ChaCha20 and Poly1305 for TLS (07 Oct 2013)

Today, TLS connections predominantly use one of two families of cipher suites: RC4 based or AES-CBC based. However, in recent years both of these families of cipher suites have suffered major problems. TLS's CBC construction was the subject of the BEAST attack (fixed with 1/n-1 record splitting or TLS 1.1) and Lucky13 (fixed with complex implementation tricks). RC4 was found to have key-stream biases that cannot effectively be fixed.

Although AES-CBC is currently believed to be secure when correctly implemented, a correct implementation is so complex that there remains strong motivation to replace it.

Clearly we need something better. An obvious alternative is AES-GCM (AES-GCM is AES in counter mode with a polynomial authenticator over GF(2128)), which is already specified for TLS and has some implementations. Support for it is in the latest versions of OpenSSL and it has been the top preference cipher of Google servers for some time now. Chrome support should be coming in Chrome 31, which is expected in November. (Although we're still fighting to get TLS 1.2 support deployed in Chrome 30 due to buggy servers.)

AES-GCM isn't perfect, however. Firstly, implementing AES and GHASH (the authenticator part of GCM) in software in a way which is fast, secure and has good key agility is very difficult. Both primitives are suited to hardware implementations and good software implementations are worthy of conference papers.

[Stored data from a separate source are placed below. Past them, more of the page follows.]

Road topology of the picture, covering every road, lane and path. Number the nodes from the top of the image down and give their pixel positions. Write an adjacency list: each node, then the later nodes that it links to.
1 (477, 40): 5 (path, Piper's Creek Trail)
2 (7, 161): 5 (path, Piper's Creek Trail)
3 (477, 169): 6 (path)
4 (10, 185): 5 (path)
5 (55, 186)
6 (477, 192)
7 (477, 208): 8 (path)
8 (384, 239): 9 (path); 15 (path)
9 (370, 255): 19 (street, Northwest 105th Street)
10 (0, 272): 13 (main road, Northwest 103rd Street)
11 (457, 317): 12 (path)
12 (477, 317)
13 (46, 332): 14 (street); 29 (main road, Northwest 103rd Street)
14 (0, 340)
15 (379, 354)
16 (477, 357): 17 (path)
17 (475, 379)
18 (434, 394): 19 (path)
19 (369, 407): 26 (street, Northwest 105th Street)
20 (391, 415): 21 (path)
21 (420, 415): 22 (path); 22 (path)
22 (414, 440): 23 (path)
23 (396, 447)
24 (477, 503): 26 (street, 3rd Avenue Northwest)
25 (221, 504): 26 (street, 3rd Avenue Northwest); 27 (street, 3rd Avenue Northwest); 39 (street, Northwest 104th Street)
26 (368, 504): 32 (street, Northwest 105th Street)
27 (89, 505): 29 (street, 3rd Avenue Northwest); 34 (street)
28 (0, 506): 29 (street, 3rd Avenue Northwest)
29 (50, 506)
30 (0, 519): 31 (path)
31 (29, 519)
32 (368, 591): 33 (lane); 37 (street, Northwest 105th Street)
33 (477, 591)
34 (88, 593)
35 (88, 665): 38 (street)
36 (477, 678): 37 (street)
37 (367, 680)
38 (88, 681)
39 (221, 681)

The fact that a naive implementation (which is also what's recommended in the standard for GHASH!) leaks timing information is a problem.

AES-GCM also isn't very quick on lower-powered devices such as phones, and phones are now a very important class of device. A standard phone (which is always defined by whatever I happen to have in my pocket; a Galaxy Nexus at the moment) can do AES-128-GCM at only 25MB/s and AES-256-GCM at 20MB/s (both measured with an 8KB block size).

Lastly, if we left things as they are, AES-GCM would be the only good cipher suite in TLS. While there are specifications for AES-CCM and for fixing the AES-CBC construction, they are all AES based and, in the past, having some diversity in cipher suites has proven useful. So we would be looking for an alternative even if AES-GCM were perfect.

In light of this, Google servers and Chrome will soon be supporting cipher suites based around ChaCha20 and Poly1305. These are primitives developed by Dan Bernstein and are fast, secure, have high quality, public domain implementations, are naturally constant time and have nearly perfect key agility.

On the same phone as the AES-GCM speeds were measured, the ChaCha20+Poly1305 cipher suite runs at 92MB/s (which should be compared against the AES-256-GCM speed as ChaCha20 is a 256-bit cipher).

In addition to support in Chrome and on Google's servers, myself and my colleague, Elie Bursztein, are working on patches for NSS and OpenSSL to support this cipher suite. (And I should thank Dan Bernstein, Andrew M, Ted Krovetz and Peter Schwabe for their excellent, public domain implementations of these algorithms. Also Ben Laurie and Wan-Teh Chang for code reviews, suggestions etc.)

But while AES-GCM's hardware orientation is troublesome for software implementations, it's obviously good news for hardware implementations and some systems do have hardware AES-GCM support. Most notably, Intel chips have had such support (which they call AES-NI) since Westmere. Where such support exists, it would be a shame not to use it because it's constant time and very fast (see slide 17). So, once ChaCha20+Poly1305 is running, I hope to have clients change their cipher suite preferences depending on the hardware that they're running on, so that, in cases where both client and server support AES-GCM in hardware, it'll be used.

To wrap all this up, we need to solve a long standing, browser TLS problem: in order to deal with buggy HTTPS servers on the Internet (of which there are many, sadly), browsers will retry failed HTTPS connections with lower TLS version numbers in order to try and find a version that doesn't trigger the problem. As a last attempt, they'll try an SSLv3 connection with no extensions.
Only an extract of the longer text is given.